Wenn man dem Lärm mit offenem Herzen zuhört und nicht zurückweicht vor der Angst und dem Schmerz und der Wut, dann lässt sich der Radioempfänger verstellen. Der Lärm bleibt, aber dazwischen kristallisieren sich andere Töne heraus. Ich höre das eigene offene, verwundbare schlagende Herz, das sich verbindet mit dem Rhythmus all derer, die gerade aufstehen für Menschlichkeit, Freiheit, Vielfalt und Lebendigkeit innerhalb und außerhalb der Ukraine. Ich höre ein lautes, deutliches NJET! mutiger russischer Demonstrant:innen, Journalist:innen und Wissenschaftler:innen, die trotz aller Gefahren Position gegen den Krieg beziehen. Ich höre das Zuschlagen der Türen von mit Hilfsgütern vollbepackten Transportern und das Aufschwingen von Türen unzähliger Menschen, die großzügig und ohne lange zu fragen ihr Zuhause für Flüchtlinge öffnen. Ich höre das Knistern der Anzüge von zusammenrückenden EU Politiker:innen für ein gemeinsames entschlossenes Handeln. Ich höre, wie Coronastreitereien mit einem Plopp unter den Tisch fallen, sich Gräben schließen und einer gebündelten Entschlossenheit Platz machen, anzupacken, wo es nur geht. Ich höre das höher werdende Surren der sich beschleunigenden Energiewende und das In-den-Keller-Sausen der Umfragewerte von Rechtsextremen wie Marine Le Pen. Ich höre die Stille des Nachdenkens, des Zuhörens, des besonnen Handelns. Ich höre über den ohrenbetäubenden Lärm von Putins verkrusteter Eroberungsdenke hinweg, wie in vielen Köpfen nationale Grenzen bröckeln, Territorien immer weniger eine Rolle spielen, sich lebendige Verbindungen, Freundschaften, Arbeits- und Liebesbeziehungen über Grenzen hinweg verflechten und neue Ebenen der Verständigung und des gemeinsam Menschseins schaffen.
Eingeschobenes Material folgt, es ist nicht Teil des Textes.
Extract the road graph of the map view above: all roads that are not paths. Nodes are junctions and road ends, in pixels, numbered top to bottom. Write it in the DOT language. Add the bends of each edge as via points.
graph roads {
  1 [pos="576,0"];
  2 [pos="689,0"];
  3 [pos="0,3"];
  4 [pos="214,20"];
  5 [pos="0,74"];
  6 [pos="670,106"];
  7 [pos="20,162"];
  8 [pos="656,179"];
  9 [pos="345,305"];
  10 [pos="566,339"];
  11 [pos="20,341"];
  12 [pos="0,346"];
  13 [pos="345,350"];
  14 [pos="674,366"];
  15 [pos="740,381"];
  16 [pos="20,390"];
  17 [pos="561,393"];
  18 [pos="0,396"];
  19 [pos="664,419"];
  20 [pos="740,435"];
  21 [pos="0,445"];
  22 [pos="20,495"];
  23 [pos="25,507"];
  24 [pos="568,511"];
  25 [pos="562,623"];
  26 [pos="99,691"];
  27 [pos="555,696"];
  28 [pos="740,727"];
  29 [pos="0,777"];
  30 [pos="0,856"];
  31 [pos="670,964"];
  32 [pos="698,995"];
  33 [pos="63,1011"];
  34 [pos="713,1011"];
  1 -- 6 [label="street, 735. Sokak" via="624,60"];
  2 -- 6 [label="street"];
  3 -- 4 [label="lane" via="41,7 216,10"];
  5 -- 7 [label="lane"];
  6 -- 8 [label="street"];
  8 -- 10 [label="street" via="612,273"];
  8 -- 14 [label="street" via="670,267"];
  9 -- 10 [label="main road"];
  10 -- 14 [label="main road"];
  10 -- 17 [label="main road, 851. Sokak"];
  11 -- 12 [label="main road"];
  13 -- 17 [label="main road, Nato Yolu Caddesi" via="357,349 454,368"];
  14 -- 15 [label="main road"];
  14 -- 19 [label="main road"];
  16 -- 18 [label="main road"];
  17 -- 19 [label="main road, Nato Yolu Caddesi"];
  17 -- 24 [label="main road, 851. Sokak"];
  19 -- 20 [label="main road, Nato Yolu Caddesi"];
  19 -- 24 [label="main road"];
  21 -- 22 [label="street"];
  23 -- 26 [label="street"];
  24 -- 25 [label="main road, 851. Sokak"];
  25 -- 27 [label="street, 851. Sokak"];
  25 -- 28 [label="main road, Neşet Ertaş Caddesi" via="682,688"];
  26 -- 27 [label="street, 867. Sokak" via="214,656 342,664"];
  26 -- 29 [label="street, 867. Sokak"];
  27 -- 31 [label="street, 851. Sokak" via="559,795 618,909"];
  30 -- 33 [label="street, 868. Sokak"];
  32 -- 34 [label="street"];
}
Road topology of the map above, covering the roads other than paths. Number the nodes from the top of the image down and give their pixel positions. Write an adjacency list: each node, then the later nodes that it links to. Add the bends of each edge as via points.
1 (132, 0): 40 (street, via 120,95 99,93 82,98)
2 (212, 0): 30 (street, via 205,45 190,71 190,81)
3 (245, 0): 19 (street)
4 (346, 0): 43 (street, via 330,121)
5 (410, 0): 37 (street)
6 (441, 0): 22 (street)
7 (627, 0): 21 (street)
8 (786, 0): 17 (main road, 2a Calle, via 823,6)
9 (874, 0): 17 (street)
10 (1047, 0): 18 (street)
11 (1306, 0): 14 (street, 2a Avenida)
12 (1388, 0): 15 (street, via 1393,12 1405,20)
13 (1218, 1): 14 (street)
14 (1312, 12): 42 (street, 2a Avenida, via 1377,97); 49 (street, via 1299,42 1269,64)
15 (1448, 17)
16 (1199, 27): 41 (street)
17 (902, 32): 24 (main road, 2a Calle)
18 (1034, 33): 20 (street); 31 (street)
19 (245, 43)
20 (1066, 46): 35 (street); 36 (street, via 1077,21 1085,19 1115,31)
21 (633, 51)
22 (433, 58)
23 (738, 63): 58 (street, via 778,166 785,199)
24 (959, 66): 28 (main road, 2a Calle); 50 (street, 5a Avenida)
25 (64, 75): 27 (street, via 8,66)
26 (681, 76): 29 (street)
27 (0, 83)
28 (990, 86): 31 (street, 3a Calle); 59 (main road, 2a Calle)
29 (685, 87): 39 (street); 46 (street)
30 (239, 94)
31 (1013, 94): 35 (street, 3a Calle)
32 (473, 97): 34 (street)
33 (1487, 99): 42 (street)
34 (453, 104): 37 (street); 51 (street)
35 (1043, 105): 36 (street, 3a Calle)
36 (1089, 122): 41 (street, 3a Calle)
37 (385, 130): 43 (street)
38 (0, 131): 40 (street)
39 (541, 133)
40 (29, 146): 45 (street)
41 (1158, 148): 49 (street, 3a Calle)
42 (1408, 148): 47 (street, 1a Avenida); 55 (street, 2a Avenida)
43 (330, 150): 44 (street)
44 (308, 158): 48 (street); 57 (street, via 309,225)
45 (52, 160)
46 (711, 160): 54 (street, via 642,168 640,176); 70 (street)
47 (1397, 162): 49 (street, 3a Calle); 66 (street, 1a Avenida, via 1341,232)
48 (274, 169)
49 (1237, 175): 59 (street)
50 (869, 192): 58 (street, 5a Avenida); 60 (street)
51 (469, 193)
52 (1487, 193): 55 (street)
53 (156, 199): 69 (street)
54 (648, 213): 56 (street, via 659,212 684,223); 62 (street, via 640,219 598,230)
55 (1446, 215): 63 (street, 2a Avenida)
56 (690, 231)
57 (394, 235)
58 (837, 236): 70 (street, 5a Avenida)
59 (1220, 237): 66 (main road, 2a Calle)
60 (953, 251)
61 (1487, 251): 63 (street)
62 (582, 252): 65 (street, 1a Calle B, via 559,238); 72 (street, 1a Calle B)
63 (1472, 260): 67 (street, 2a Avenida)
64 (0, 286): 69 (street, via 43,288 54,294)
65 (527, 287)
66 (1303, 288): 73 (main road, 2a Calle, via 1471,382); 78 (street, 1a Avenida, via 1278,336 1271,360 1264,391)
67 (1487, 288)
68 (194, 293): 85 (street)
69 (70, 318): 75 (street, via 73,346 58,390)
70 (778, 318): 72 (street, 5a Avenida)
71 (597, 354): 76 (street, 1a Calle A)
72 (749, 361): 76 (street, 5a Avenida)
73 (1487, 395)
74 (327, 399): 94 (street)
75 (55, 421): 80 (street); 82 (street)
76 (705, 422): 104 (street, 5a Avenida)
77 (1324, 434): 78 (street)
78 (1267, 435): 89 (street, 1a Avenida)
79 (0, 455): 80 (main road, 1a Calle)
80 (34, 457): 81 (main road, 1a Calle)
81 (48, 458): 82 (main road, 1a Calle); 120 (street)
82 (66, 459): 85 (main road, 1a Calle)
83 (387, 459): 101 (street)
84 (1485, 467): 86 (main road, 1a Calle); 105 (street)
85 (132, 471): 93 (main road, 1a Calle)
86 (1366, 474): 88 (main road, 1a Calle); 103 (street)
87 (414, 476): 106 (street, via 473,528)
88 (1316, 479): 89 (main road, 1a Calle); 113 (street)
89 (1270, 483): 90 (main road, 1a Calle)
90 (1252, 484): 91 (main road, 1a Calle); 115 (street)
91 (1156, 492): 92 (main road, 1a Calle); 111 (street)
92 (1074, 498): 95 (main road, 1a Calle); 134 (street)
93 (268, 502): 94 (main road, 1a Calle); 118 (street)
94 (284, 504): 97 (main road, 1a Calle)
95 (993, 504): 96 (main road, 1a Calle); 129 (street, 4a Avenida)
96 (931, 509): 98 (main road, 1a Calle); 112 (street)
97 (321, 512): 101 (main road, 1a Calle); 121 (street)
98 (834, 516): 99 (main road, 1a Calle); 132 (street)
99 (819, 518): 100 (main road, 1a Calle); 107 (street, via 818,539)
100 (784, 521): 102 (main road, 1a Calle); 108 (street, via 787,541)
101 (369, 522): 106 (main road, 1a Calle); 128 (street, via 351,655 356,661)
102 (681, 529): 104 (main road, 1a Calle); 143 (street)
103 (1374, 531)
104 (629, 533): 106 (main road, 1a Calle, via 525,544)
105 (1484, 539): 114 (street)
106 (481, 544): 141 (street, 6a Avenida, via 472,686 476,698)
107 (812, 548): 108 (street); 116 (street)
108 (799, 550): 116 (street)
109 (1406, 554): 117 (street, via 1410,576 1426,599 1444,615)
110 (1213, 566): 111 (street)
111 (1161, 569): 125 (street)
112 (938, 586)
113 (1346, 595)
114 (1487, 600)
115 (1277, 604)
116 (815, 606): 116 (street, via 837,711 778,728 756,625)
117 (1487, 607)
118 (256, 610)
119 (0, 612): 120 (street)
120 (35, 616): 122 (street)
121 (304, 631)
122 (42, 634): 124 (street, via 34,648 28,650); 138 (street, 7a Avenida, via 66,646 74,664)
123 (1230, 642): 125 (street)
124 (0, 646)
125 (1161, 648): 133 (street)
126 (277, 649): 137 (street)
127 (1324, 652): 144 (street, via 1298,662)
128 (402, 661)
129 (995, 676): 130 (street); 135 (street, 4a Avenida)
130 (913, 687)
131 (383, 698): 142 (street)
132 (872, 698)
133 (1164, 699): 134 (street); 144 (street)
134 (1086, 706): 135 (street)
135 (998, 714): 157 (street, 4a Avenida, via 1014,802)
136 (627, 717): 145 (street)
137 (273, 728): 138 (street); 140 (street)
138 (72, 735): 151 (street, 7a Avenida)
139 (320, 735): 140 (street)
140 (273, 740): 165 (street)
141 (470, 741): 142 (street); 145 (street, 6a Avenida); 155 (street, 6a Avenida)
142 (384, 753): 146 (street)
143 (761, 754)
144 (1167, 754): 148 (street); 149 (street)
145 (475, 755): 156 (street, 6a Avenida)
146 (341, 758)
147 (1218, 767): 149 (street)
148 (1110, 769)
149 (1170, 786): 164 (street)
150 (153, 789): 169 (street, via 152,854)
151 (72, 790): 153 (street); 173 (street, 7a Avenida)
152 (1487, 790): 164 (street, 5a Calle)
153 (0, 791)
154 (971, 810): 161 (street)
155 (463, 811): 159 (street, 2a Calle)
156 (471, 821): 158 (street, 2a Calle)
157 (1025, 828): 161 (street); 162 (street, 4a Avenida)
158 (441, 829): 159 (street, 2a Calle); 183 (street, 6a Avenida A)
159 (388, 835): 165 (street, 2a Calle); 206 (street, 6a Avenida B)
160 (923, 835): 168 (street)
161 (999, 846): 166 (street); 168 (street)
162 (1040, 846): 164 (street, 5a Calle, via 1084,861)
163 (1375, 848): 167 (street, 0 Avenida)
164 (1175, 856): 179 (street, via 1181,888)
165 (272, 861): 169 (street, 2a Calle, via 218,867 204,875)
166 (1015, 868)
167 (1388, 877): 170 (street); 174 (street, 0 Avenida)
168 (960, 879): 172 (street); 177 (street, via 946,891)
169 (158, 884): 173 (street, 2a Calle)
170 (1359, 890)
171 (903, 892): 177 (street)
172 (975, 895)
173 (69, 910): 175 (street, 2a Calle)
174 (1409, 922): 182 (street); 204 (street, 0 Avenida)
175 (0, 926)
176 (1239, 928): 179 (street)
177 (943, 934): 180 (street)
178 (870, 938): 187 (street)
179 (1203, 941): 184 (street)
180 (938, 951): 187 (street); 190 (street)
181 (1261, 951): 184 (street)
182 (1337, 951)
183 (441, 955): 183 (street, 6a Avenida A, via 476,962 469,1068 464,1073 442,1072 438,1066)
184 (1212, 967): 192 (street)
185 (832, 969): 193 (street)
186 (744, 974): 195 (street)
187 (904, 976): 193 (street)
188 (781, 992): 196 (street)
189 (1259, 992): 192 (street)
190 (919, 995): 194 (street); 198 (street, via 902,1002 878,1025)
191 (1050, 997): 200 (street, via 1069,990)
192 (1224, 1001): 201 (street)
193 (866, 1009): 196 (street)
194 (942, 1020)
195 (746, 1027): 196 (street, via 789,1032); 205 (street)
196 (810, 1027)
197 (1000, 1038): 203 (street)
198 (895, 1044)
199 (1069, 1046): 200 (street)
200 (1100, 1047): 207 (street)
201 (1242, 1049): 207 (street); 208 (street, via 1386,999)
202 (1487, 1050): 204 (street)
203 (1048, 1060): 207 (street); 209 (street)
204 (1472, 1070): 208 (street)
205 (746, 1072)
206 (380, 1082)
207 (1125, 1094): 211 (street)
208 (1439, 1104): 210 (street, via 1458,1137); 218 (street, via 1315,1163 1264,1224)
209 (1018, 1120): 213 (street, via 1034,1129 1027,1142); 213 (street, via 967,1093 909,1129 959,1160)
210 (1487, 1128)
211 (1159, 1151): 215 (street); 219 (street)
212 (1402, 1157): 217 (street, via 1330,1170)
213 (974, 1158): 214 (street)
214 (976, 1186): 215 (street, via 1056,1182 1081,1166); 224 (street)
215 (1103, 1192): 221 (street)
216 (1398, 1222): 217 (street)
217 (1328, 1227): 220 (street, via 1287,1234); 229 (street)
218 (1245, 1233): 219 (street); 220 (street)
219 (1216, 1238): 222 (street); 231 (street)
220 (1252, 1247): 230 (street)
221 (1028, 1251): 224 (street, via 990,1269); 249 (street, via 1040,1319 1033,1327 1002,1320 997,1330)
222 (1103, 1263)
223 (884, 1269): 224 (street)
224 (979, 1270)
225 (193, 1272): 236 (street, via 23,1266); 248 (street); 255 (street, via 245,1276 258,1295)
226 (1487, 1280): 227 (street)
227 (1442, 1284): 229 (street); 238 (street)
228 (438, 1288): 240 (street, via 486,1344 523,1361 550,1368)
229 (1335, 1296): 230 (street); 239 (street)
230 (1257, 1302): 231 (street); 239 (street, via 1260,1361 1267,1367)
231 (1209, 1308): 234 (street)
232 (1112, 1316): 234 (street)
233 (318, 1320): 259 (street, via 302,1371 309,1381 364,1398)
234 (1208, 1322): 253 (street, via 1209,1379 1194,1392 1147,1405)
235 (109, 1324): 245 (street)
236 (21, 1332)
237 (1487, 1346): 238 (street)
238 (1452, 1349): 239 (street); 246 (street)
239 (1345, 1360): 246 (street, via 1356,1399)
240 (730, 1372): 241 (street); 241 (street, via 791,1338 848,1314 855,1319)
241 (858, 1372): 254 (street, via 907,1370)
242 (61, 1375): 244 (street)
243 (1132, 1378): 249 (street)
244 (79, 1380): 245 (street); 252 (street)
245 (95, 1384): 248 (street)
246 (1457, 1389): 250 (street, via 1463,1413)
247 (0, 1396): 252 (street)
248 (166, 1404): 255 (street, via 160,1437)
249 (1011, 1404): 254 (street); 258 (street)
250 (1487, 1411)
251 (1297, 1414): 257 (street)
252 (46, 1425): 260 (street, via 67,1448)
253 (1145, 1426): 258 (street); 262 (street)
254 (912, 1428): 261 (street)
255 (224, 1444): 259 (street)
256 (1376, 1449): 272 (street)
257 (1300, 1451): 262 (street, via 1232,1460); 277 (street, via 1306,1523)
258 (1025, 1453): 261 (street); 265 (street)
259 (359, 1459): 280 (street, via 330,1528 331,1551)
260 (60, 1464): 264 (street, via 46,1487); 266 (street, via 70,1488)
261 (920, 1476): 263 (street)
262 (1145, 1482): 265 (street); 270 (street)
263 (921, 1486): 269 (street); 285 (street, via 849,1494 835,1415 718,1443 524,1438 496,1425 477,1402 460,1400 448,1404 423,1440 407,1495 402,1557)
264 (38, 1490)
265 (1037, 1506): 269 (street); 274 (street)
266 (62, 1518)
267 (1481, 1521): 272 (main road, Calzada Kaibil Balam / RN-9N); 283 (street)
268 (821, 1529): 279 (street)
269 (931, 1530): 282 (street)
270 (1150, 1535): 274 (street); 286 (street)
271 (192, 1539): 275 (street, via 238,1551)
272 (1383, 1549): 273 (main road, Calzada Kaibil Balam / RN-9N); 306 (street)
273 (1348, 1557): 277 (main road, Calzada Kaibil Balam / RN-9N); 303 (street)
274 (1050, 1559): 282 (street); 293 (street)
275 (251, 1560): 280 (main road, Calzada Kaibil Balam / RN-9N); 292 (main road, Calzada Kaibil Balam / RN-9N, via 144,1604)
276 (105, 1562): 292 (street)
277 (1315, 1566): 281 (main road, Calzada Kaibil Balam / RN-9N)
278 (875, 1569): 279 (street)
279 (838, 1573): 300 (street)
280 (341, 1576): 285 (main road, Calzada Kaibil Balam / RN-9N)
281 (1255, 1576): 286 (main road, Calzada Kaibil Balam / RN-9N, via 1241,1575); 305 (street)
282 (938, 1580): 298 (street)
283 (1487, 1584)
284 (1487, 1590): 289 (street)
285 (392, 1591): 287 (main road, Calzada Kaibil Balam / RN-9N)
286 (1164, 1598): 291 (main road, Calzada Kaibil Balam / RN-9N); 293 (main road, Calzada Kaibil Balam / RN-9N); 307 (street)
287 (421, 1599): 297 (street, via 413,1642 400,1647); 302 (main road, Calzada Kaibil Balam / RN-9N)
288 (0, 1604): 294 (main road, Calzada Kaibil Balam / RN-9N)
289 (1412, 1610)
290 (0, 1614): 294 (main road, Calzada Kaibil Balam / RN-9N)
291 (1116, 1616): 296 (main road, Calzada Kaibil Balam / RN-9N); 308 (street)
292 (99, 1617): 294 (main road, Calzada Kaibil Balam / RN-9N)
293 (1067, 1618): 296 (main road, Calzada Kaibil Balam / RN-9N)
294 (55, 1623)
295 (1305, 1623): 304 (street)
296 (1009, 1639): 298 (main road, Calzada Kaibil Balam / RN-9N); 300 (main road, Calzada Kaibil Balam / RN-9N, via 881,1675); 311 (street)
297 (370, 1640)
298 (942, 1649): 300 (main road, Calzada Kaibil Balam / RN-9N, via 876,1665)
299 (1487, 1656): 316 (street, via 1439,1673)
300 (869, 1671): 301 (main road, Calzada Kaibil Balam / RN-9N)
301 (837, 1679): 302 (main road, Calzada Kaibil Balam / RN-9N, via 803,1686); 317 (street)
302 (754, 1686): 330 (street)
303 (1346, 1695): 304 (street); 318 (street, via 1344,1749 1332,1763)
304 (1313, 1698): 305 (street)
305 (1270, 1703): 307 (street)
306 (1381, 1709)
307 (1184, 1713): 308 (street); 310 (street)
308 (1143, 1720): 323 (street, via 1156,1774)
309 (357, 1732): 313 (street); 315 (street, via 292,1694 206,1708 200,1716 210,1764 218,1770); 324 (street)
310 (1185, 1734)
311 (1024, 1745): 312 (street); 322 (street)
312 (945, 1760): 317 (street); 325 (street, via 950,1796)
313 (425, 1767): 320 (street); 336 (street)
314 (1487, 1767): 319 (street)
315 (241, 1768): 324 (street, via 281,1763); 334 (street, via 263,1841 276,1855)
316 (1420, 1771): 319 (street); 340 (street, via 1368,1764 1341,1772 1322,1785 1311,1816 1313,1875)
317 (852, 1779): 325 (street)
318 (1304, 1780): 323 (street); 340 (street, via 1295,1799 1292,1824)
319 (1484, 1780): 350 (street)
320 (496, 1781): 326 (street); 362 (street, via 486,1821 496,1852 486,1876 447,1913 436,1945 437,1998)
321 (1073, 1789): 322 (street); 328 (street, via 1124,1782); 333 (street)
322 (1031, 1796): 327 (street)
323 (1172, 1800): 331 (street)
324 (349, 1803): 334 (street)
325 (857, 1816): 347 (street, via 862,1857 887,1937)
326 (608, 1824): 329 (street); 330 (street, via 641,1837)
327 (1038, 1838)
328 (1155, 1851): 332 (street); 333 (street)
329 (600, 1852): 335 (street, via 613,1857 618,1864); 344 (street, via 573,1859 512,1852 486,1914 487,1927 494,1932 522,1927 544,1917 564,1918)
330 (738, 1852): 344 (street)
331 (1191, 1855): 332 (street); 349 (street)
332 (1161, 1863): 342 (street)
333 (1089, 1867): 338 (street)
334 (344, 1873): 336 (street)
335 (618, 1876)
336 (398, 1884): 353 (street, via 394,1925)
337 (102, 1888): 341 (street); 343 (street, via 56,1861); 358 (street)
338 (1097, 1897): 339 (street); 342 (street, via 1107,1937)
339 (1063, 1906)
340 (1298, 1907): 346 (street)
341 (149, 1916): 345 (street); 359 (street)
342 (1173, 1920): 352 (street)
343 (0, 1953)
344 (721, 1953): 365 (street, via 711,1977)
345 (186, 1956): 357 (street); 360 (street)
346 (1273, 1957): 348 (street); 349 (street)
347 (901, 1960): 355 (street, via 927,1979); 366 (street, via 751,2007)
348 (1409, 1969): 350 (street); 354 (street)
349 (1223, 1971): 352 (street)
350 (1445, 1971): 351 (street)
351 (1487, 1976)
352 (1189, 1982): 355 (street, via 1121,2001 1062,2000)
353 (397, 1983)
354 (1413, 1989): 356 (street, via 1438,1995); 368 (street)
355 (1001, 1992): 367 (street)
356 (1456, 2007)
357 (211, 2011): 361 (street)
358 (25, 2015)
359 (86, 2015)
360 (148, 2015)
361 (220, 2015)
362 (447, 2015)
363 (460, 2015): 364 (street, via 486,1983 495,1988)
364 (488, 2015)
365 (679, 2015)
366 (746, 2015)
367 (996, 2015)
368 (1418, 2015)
Und ich höre auch einiges nicht. Ich höre keine jubelnden, hutschwenkenden Massen, die den Krieg begrüßen. Ich höre kein furchtsames Gemecker über Flüchtlingswellen, die uns zu überschwemmen drohten. Ich höre wenig Besserwisserei und Schuldzuweisung.
All das macht mir Mut, dass da etwas wächst, das durch Krieg und Gewalt nicht aufzuhalten ist. Vielmehr scheint mir, dass dadurch noch deutlicher zu Tage tritt, wie absurd, wie überholt, wie unhaltbar diese alte Welt von Trennung und Herrschaft übereinander ist und wie wichtig es jetzt ist, nicht wegzuschauen und zu denken, das alles habe nichts mit mir zu tun. Wie wichtig es ist, jetzt die Bequemlichkeit des eigenen sicheren Lebens beiseite zu schieben, meine Töne für eine neue Welt in die zarte Melodie einfließen zu lassen und dazu beizutragen, dass sie eines Tages zu einer unüberhörbaren, kräftigen und klangvollen Musik anschwillt.
Welchen Tönen möchte ich durch mein Denken, Reden und Handeln mehr Kraft verleihen und welchen möchte ich in Zukunft meine Aufmerksamkeit entziehen? Wie finde ich überhaupt meine Stimme? Wie bringe ich sie in Einklang mit dem, was um mich herum geschieht und mit den Stimmen der anderen Wesen auf diesem Planeten? Wie gelingt es, mich nicht lähmen zu lassen von Hilflosigkeit, Schock, Verwirrung und Angst oder zu verurteilen und hart zu werden vor Wut oder mich Abzuschotten vor Überforderung? Wie schaffe ich es, stattdessen weit und offen und handlungsfähig zu bleiben – oder es jetzt erst recht zu werden – um für das aufzustehen, was mir wichtig ist und mich dort einzubringen, wo ich einen Unterschied machen, den Klang der Zukunftsmusik mitformen kann?
Wenn du dir auch gerade diese oder ähnliche Fragen stellst, hilft dir vielleicht dieses Zitat aus “Erleuchteter Alltag” von Dan Millman dabei, in ein kraftvolles Handeln zu kommen:
“Frage dich in jeder schwierigen Situation: ‘Was würde der stärkste, mutigste, liebevollste Teil meiner Persönlichkeit jetzt tun?’ Und dann tue es. Tue es richtig. Und zwar sofort.”
Du bist gefragt. Bring deine Stimme ein, damit wir die neue Welt auch an stürmischen Tagen singen hören!